Brussels now has a clear ask - DUP Leader

01 February 2019

DUP Leader Arlene Foster was speaking to members and supporters earlier in Kesh, County Fermanagh.  During the course of her remarks Mrs Foster said,

Arlene Foster MLA

Leader of the Democratic Unionist Party

Arlene Foster

“This week we made good progress in the House of Commons.  Since the publication of the draft withdrawal agreement the DUP has been urging the Prime Minister to seek legally binding changes to deal with the toxic backstop.

It was a massive step forward for the Party to see a majority in Parliament also calling for such changes. A clear message was sent to Brussels that the backstop is the problem.

For weeks, Brussels called for a clear ask from the United Kingdom -  they now have it.

Whilst a consensus was reached, we must be realistic, the EU are tough negotiators.  I don’t expect them to roll over within hours.  But they must face up to reality.  The blockage to getting a deal is the backstop therefore there must be sensible engagement and a pragmatic approach.

Here in Kesh, we are within walking distance of the border. Local people travel to and fro across the border multiple times every day.  It is quite disgraceful for some in Brussels to exploit genuine fears by spinning tales of border posts, troops and queues.

No one is building border checkpoints.  No one is sending troops to the border either. 

Such talk is foolish and careless.

Last week Michel Barnier acknowledged that there were mechanisms to avoid a so-called hard border, even in a ‘no deal’ scenario. Simon Coveney also helpfully acknowledged this in the Dail on Tuesday when he said,

    “if the UK leaves without an agreement in place and the European Union and Ireland are on one side and the UK is on the other, we will all have to work intensively together to ensure that we deliver on our shared goal of avoiding the return of a hard border. We are absolutely committed to doing that, even in those difficult circumstances.”

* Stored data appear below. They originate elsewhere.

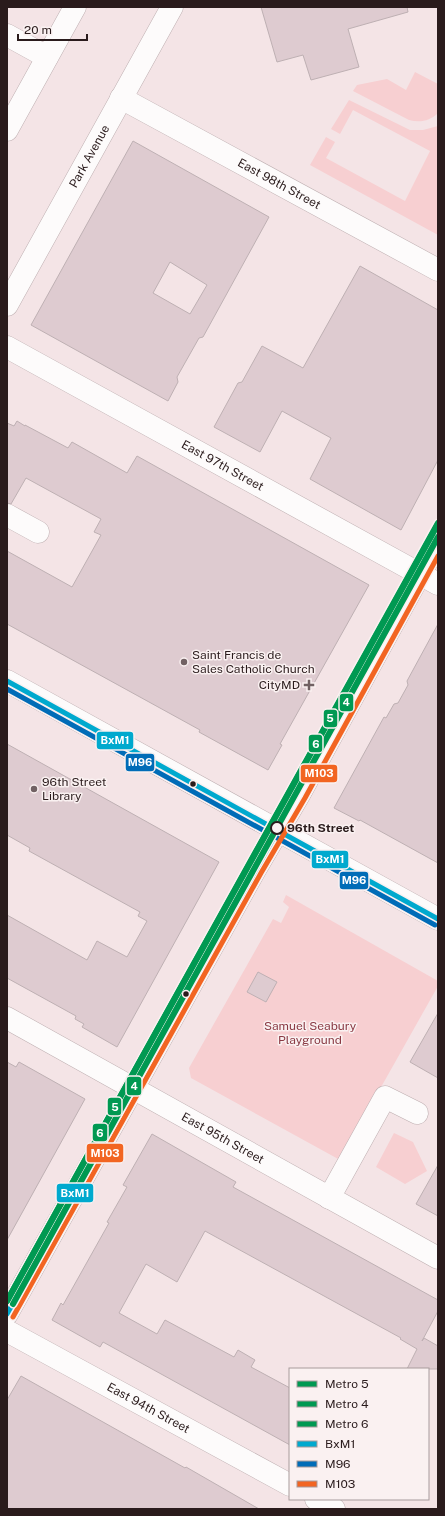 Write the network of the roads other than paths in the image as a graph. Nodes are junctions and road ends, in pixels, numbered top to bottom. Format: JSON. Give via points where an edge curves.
{"nodes":[{"id":1,"x":75,"y":7,"type":"edge"},
{"id":2,"x":172,"y":7,"type":"edge"},
{"id":3,"x":7,"y":35,"type":"edge"},
{"id":4,"x":47,"y":57,"type":"junction"},
{"id":5,"x":121,"y":98,"type":"junction"},
{"id":6,"x":7,"y":130,"type":"edge"},
{"id":7,"x":438,"y":270,"type":"edge"},
{"id":8,"x":7,"y":305,"type":"edge"},
{"id":9,"x":7,"y":347,"type":"edge"},
{"id":10,"x":7,"y":514,"type":"edge"},
{"id":11,"x":38,"y":532,"type":"dead end"},
{"id":12,"x":438,"y":541,"type":"edge"},
{"id":13,"x":429,"y":579,"type":"edge"},
{"id":14,"x":7,"y":681,"type":"edge"},
{"id":15,"x":278,"y":830,"type":"junction"},
{"id":16,"x":438,"y":919,"type":"edge"},
{"id":17,"x":7,"y":1018,"type":"edge"},
{"id":18,"x":133,"y":1088,"type":"junction"},
{"id":19,"x":417,"y":1113,"type":"dead end"},
{"id":20,"x":329,"y":1198,"type":"junction"},
{"id":21,"x":438,"y":1258,"type":"edge"},
{"id":22,"x":7,"y":1314,"type":"edge"},
{"id":23,"x":7,"y":1331,"type":"edge"},
{"id":24,"x":289,"y":1484,"type":"edge"},
{"id":25,"x":318,"y":1500,"type":"edge"},
{"id":26,"x":334,"y":1509,"type":"edge"}],
"edges":[{"from":1,"to":4,"type":"main road"},
{"from":2,"to":5,"type":"main road","name":"Park Avenue"},
{"from":3,"to":4,"type":"main road"},
{"from":4,"to":6,"type":"main road"},
{"from":5,"to":7,"type":"main road","name":"East 98th Street"},
{"from":5,"to":8,"type":"main road","name":"Park Avenue"},
{"from":9,"to":13,"type":"main road","name":"East 97th Street"},
{"from":10,"to":11,"type":"main road"},
{"from":12,"to":13,"type":"main road"},
{"from":13,"to":15,"type":"main road"},
{"from":14,"to":15,"type":"main road"},
{"from":15,"to":16,"type":"main road"},
{"from":15,"to":18,"type":"main road"},
{"from":17,"to":18,"type":"main road","name":"East 95th Street"},
{"from":18,"to":20,"type":"main road","name":"East 95th Street"},
{"from":18,"to":22,"type":"main road"},
{"from":19,"to":20,"type":"main road","via":[[385,1097]]},
{"from":20,"to":21,"type":"main road","name":"East 95th Street"},
{"from":23,"to":24,"type":"main road","name":"East 94th Street"},
{"from":25,"to":26,"type":"main road"}]} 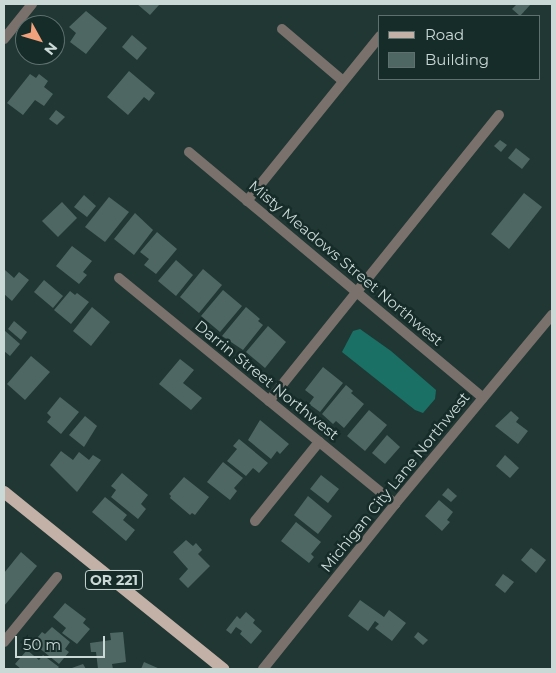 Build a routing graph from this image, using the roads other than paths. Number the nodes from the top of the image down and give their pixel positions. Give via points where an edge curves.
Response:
1 (32, 4) edge
2 (282, 29) dead end
3 (378, 38) edge
4 (4, 39) edge
5 (343, 81) junction
6 (499, 115) dead end
7 (189, 152) dead end
8 (247, 201) junction
9 (119, 278) dead end
10 (357, 292) junction
11 (552, 315) edge
12 (483, 398) junction
13 (269, 401) junction
14 (319, 442) junction
15 (4, 492) edge
16 (395, 504) junction
17 (255, 521) dead end
18 (57, 577) dead end
19 (4, 641) edge
20 (223, 669) edge
21 (263, 669) edge

1 - 4 street
2 - 5 street
3 - 5 street
5 - 8 street
6 - 10 street
7 - 8 street, Misty Meadows Street Northwest
8 - 10 street, Misty Meadows Street Northwest
9 - 13 street, Darrin Street Northwest
10 - 12 street, Misty Meadows Street Northwest
10 - 13 street
11 - 12 street, Michigan City Lane Northwest
12 - 16 street, Michigan City Lane Northwest
13 - 14 street, Darrin Street Northwest
14 - 16 street, Darrin Street Northwest
14 - 17 street
15 - 20 main road, OR 221
16 - 21 street, Michigan City Lane Northwest
18 - 19 street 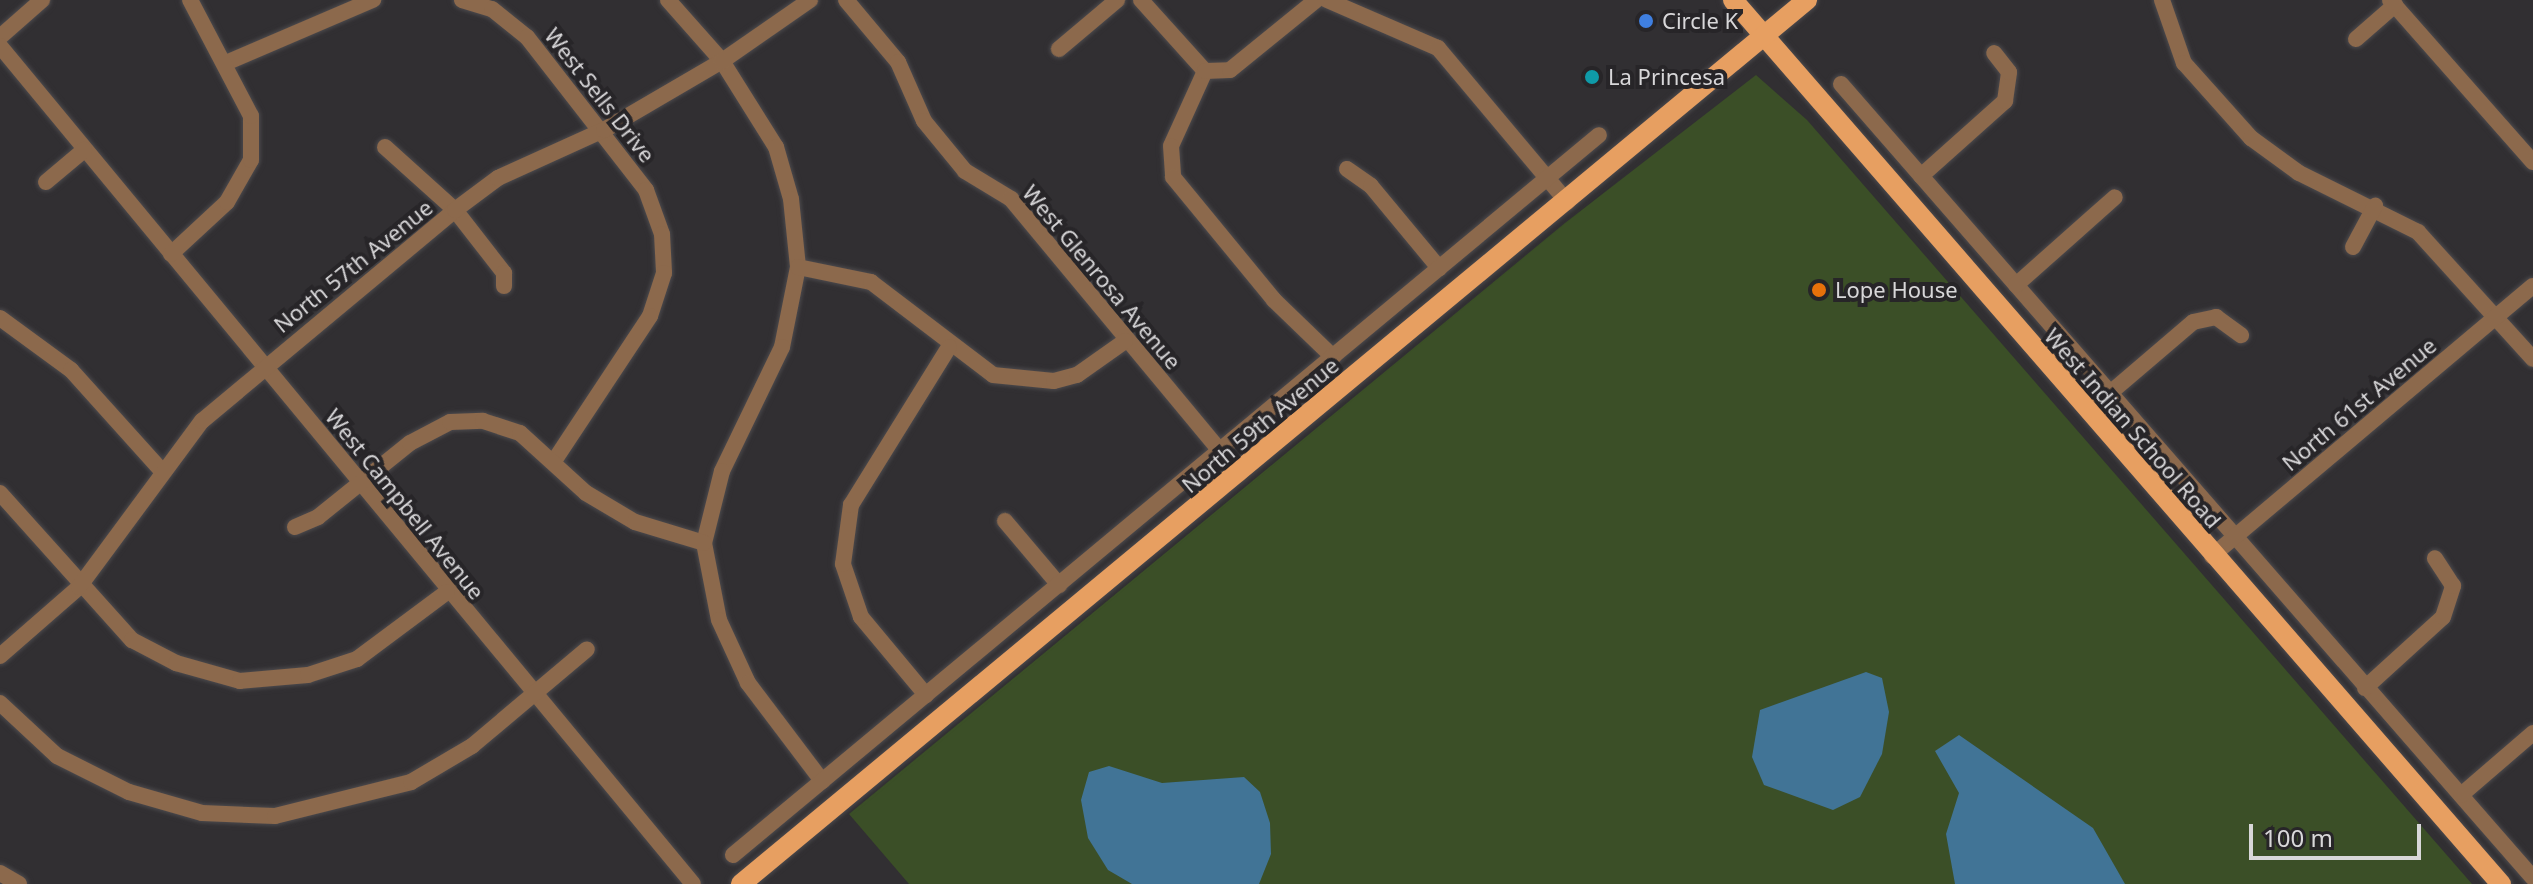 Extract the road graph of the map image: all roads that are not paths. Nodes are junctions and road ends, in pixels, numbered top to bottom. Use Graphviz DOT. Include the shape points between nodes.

I welcome the realism both in Brussels and Dublin. Such pragmatic statements ensure genuine fears of local people about the border are laid to rest.

The road ahead will be long and winding but its now time for those who speak a lot about the Belfast Agreement to step up and demonstrate by their actions that the views of unionists are also valued. 

A new border east-west is unacceptable to unionists.  Let’s focus on getting a sensible deal which works for Brussels, Dublin and London.”